The Graduate Group Exhibition is an annual event organized by the NIU School of Art and the Graduate Artist Association that showcases the research going on in NIU’s graduate art progra.

“This is a window into what each of these students are doing as far as their work is concerned,” said Matthew Drogo, a graduate assistant who helps organize exhibits at the gallery.

The exhibit featured pieces from all types of media, including digital prints, lithography, digital video, photography, clay and a wide variety of mixed media.

Graduate student John Regan crafted his piece “Collected Memory” from 600 funeral bows of various colors and photographed visitors who came to the exhibit as they posed with the piece in various places around the Jack Olson Gallery.

“My work has typically been about finding a means to express memory and commemoration for loss and grief,” Regan said.

“Collected Memory” focuses less on grief and more on commemoration, Regan said.

“By asking people to interact with [the work], there’s this suggestion of the act of giving condolence,” Regan said.

Graduate student Garrett Brown’s lithograph “Personification” depicts a band that has fallen apart because of arguments about its image.

“I’ve been working on the music industry and the danger of exploitation,” Brown said. “My goal with all the work I’m doing in this graduate program is about social conscience.
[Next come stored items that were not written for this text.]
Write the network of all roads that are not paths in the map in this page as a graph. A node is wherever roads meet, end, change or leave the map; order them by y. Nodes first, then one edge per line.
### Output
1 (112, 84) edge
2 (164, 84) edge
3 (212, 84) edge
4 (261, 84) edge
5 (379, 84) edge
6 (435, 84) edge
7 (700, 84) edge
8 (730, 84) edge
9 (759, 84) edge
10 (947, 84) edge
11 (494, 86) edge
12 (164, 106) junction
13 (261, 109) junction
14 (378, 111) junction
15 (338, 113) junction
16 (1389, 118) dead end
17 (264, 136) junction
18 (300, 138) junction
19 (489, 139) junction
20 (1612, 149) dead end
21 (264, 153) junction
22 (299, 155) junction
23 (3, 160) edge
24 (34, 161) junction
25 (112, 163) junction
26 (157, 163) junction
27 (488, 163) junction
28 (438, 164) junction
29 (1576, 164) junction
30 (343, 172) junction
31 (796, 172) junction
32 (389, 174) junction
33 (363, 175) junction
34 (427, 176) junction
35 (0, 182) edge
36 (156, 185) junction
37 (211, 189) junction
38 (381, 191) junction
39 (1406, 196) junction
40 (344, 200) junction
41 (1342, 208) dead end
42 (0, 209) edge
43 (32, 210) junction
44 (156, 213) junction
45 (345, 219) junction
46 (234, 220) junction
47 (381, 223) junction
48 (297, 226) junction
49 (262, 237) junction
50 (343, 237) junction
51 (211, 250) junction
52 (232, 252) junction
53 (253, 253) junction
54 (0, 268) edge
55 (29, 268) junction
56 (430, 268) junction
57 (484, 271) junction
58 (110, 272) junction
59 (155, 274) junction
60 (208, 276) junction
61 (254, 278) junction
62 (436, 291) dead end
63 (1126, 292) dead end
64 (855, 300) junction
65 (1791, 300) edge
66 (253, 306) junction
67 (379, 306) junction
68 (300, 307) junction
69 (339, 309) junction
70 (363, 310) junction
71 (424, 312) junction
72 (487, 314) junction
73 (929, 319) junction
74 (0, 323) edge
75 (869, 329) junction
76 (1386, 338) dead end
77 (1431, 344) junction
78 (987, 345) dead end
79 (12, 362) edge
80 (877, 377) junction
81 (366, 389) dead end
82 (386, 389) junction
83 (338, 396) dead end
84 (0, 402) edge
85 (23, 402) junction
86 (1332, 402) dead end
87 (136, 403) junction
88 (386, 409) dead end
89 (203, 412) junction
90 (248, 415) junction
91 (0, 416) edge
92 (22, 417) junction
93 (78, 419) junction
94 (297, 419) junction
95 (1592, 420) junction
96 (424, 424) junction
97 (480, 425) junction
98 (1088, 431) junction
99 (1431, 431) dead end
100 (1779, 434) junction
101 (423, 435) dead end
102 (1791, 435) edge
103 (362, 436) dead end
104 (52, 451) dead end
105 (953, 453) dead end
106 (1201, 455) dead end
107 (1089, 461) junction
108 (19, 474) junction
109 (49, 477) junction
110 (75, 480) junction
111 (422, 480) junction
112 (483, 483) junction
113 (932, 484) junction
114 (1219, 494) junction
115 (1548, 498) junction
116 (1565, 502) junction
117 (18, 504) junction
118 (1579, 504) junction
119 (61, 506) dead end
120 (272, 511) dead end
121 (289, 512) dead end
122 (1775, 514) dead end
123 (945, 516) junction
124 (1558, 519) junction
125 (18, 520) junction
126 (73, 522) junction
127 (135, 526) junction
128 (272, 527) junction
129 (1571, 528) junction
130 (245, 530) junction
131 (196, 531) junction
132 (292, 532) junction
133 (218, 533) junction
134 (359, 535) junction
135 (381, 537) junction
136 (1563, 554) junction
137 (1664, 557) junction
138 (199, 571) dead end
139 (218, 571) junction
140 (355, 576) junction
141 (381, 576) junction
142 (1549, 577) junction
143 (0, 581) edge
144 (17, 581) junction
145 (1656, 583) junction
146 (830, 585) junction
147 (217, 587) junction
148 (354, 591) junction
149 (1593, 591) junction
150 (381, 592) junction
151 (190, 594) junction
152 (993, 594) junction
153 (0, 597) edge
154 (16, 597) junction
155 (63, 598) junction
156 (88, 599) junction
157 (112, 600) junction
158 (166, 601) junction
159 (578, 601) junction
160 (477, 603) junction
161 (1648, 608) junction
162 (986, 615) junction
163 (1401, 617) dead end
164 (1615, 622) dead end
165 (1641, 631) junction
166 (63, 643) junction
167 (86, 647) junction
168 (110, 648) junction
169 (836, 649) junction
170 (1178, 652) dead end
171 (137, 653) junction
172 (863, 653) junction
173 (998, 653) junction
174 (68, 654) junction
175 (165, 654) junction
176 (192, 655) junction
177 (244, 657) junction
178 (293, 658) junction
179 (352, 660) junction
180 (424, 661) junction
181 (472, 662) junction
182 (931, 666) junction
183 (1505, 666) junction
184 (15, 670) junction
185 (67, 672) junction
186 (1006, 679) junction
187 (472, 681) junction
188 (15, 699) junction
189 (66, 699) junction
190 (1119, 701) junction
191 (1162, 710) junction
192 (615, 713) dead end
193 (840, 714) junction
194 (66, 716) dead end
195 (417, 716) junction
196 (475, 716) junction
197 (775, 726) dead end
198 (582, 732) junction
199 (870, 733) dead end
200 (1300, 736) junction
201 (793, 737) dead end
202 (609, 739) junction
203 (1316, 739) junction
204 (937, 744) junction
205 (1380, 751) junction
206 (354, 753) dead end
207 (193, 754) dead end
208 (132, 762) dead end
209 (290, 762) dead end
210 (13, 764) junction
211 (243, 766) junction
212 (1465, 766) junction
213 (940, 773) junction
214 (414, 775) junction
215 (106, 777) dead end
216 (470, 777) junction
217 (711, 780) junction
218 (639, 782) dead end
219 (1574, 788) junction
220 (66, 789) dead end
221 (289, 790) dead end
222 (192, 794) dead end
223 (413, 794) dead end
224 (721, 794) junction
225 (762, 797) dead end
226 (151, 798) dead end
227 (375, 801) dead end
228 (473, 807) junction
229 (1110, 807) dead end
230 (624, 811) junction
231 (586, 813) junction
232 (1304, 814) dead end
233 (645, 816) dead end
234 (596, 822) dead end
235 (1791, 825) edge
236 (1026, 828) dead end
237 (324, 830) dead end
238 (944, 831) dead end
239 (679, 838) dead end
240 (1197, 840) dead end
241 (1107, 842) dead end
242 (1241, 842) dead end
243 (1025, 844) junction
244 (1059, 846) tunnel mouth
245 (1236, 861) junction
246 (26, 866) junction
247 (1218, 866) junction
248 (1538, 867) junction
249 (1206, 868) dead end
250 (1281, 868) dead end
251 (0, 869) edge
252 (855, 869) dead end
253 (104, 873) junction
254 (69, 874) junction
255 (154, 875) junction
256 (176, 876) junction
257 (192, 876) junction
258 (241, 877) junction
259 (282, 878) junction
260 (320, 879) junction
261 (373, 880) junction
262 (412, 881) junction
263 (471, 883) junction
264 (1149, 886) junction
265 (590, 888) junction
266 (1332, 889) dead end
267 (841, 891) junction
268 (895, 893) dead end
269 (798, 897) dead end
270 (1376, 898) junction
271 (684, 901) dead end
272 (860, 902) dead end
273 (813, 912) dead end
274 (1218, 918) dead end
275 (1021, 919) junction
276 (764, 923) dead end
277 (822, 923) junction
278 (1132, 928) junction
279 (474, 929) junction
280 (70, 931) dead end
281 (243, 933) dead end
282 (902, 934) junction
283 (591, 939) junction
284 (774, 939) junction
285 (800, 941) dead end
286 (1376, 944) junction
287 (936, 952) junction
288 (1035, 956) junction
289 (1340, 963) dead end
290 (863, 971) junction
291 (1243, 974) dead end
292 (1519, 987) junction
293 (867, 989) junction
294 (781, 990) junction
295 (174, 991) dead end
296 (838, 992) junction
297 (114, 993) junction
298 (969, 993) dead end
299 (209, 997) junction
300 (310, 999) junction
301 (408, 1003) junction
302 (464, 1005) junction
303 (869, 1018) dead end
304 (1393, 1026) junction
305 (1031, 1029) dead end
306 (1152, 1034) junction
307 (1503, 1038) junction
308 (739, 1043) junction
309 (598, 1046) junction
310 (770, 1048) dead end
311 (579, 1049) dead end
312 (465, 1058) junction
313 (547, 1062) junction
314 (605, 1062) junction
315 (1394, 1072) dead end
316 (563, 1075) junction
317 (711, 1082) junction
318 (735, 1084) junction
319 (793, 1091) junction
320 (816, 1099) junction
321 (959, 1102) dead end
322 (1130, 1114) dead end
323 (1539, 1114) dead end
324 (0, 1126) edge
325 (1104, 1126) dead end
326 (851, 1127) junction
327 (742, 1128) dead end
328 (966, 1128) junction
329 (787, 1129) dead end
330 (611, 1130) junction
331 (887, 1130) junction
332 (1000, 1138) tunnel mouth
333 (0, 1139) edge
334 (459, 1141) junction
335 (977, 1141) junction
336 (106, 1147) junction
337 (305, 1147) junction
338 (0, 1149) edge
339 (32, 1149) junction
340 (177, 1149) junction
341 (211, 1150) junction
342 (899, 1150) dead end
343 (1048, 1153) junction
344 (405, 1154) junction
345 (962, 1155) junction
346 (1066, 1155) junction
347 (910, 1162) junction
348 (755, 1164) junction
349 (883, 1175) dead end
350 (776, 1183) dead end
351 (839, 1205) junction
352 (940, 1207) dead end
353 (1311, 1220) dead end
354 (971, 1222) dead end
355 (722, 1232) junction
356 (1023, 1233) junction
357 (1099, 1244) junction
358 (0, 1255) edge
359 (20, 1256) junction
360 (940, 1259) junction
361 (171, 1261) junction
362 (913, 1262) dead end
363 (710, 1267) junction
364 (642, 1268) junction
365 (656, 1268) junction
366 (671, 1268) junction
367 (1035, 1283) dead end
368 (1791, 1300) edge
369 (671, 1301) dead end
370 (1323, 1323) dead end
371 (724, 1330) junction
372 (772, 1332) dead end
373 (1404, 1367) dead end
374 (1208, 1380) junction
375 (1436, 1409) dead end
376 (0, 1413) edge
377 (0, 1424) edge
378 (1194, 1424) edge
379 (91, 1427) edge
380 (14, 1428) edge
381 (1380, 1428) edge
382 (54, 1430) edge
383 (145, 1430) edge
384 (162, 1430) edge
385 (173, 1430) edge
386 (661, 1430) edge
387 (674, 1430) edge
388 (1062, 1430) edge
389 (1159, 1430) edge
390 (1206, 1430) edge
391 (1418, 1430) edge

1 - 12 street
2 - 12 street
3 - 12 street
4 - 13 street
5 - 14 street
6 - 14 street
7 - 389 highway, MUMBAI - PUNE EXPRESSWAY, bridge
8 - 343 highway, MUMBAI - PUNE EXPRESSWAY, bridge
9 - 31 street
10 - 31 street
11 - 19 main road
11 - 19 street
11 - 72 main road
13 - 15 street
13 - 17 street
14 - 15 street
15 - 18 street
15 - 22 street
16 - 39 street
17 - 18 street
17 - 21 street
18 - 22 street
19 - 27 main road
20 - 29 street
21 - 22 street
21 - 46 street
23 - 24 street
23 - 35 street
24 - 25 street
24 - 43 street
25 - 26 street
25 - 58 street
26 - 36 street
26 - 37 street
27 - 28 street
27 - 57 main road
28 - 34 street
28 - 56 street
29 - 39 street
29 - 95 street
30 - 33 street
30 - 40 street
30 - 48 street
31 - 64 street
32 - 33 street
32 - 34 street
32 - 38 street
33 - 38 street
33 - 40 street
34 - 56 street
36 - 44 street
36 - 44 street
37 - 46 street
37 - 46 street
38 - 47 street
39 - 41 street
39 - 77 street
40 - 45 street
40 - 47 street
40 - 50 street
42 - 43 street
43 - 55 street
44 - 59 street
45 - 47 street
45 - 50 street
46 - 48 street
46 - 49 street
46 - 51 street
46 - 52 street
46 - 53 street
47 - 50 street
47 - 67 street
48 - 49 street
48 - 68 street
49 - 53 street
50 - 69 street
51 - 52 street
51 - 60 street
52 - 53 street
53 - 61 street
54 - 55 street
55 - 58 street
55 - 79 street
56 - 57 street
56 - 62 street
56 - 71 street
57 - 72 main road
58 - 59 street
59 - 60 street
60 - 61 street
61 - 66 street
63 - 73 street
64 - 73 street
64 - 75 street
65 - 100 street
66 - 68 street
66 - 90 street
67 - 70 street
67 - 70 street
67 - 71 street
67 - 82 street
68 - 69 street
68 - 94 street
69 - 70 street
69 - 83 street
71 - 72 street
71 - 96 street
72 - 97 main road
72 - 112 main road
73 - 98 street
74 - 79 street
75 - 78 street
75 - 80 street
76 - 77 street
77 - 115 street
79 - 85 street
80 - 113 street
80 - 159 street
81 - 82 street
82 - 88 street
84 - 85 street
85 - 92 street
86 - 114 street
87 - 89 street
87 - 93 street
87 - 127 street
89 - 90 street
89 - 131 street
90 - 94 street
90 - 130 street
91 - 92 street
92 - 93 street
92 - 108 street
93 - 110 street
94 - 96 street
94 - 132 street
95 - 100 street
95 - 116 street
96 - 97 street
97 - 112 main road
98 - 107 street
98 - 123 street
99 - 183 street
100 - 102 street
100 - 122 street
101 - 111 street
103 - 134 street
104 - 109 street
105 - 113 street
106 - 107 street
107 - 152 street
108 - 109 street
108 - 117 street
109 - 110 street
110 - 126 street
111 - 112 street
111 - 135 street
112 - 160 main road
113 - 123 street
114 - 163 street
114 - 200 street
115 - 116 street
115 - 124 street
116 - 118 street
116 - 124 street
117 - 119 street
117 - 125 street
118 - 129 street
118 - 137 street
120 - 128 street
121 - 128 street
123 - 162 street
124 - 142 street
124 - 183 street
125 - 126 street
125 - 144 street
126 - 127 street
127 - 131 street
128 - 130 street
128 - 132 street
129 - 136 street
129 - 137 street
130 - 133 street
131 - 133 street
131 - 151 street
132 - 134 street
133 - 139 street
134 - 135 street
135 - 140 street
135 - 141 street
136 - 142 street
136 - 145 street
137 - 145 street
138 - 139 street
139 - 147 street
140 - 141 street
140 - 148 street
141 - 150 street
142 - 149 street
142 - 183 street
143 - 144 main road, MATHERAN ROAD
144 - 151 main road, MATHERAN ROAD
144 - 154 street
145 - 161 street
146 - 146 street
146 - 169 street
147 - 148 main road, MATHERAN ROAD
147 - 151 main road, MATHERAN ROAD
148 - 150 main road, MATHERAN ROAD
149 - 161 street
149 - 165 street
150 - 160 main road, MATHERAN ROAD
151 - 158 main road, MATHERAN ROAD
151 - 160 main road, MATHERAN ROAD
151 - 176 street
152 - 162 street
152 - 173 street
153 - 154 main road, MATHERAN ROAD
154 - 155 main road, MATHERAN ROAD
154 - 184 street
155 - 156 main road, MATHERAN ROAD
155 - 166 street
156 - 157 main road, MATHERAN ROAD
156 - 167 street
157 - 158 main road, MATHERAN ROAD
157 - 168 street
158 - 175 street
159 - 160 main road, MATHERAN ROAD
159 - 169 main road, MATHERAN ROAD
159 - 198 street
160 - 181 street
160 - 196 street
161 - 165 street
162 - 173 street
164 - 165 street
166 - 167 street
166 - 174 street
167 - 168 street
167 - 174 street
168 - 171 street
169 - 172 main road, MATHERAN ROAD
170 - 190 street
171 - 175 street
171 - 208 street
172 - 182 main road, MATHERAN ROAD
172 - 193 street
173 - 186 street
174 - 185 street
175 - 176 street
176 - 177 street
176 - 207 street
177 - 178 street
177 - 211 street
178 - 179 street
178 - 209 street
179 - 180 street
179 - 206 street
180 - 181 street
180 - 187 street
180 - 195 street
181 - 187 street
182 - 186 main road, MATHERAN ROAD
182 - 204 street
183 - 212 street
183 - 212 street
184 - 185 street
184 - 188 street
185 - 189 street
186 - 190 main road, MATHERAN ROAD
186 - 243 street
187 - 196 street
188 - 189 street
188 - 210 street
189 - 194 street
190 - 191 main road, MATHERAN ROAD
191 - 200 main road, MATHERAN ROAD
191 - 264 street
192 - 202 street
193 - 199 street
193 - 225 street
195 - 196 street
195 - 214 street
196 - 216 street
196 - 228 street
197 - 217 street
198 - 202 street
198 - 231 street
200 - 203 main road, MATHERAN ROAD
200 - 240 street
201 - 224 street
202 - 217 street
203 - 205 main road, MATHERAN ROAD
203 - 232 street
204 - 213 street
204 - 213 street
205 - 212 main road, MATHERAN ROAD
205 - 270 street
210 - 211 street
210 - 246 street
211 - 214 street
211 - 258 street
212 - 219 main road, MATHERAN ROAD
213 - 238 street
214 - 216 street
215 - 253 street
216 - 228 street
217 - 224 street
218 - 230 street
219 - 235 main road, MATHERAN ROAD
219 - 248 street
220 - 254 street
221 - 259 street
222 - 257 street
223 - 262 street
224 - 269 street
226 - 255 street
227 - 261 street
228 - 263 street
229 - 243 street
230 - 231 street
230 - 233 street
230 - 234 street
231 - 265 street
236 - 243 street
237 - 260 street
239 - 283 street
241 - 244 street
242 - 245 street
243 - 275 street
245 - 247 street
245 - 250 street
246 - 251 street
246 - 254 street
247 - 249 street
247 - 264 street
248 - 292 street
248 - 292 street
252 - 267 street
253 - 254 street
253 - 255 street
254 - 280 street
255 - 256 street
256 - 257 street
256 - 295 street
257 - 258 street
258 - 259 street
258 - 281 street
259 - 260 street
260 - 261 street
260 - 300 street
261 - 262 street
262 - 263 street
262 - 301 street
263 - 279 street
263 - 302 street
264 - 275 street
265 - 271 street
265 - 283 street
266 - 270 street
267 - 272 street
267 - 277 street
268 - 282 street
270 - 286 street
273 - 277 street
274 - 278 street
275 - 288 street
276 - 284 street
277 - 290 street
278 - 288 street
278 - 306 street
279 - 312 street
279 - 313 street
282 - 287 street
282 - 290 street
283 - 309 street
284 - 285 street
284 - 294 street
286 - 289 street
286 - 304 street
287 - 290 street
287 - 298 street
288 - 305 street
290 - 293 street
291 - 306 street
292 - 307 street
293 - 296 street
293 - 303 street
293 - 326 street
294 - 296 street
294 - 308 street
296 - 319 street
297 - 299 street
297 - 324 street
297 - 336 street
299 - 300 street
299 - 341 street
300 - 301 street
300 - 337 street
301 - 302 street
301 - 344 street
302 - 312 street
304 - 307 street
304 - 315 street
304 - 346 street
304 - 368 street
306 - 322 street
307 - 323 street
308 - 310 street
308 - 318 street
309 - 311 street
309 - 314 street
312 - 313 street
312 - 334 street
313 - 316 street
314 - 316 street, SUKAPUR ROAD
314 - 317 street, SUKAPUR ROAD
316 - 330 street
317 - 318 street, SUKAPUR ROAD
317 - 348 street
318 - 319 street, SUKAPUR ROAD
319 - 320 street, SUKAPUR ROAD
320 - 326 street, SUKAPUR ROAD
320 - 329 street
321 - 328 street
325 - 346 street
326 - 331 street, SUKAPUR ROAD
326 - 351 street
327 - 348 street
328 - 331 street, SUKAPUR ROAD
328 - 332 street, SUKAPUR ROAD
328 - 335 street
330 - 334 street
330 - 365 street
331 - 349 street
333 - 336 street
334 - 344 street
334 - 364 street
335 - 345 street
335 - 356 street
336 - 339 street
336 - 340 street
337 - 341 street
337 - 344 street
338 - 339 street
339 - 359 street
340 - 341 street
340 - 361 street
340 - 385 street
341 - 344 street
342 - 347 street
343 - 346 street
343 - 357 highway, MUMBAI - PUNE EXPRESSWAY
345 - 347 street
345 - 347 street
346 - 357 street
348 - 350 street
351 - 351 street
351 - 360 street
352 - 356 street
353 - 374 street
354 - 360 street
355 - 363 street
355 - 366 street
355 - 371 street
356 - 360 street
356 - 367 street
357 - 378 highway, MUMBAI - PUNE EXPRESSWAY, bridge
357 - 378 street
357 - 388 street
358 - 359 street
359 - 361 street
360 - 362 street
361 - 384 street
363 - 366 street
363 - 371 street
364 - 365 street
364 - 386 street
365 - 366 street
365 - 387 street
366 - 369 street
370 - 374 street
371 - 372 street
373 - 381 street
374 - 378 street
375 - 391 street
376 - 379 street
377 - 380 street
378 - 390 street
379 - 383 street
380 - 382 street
I work with images that revolve around the music scene.”

Students and faculty came to view the various pieces in the exhibit.

“There’s a lot of media I’ve never really seen,” said Christian Ortiz, a sophomore art education major.

The exhibit differs from others because it displays many different pieces across all different types of media, said Peter Van Ael, the Jack Olson Gallery coordinator.

“The fun and also the challenging thing about a show like this is that because we have multiple artists and they all have one piece and no unifying theme, it becomes more of a challenge to mount a cohesive exhibition.”

Registration fees artists paid to the Graduate Artist Association will go toward the printing and distribution of a brochure highlighting the pieces at the exhibit, Van Ael said.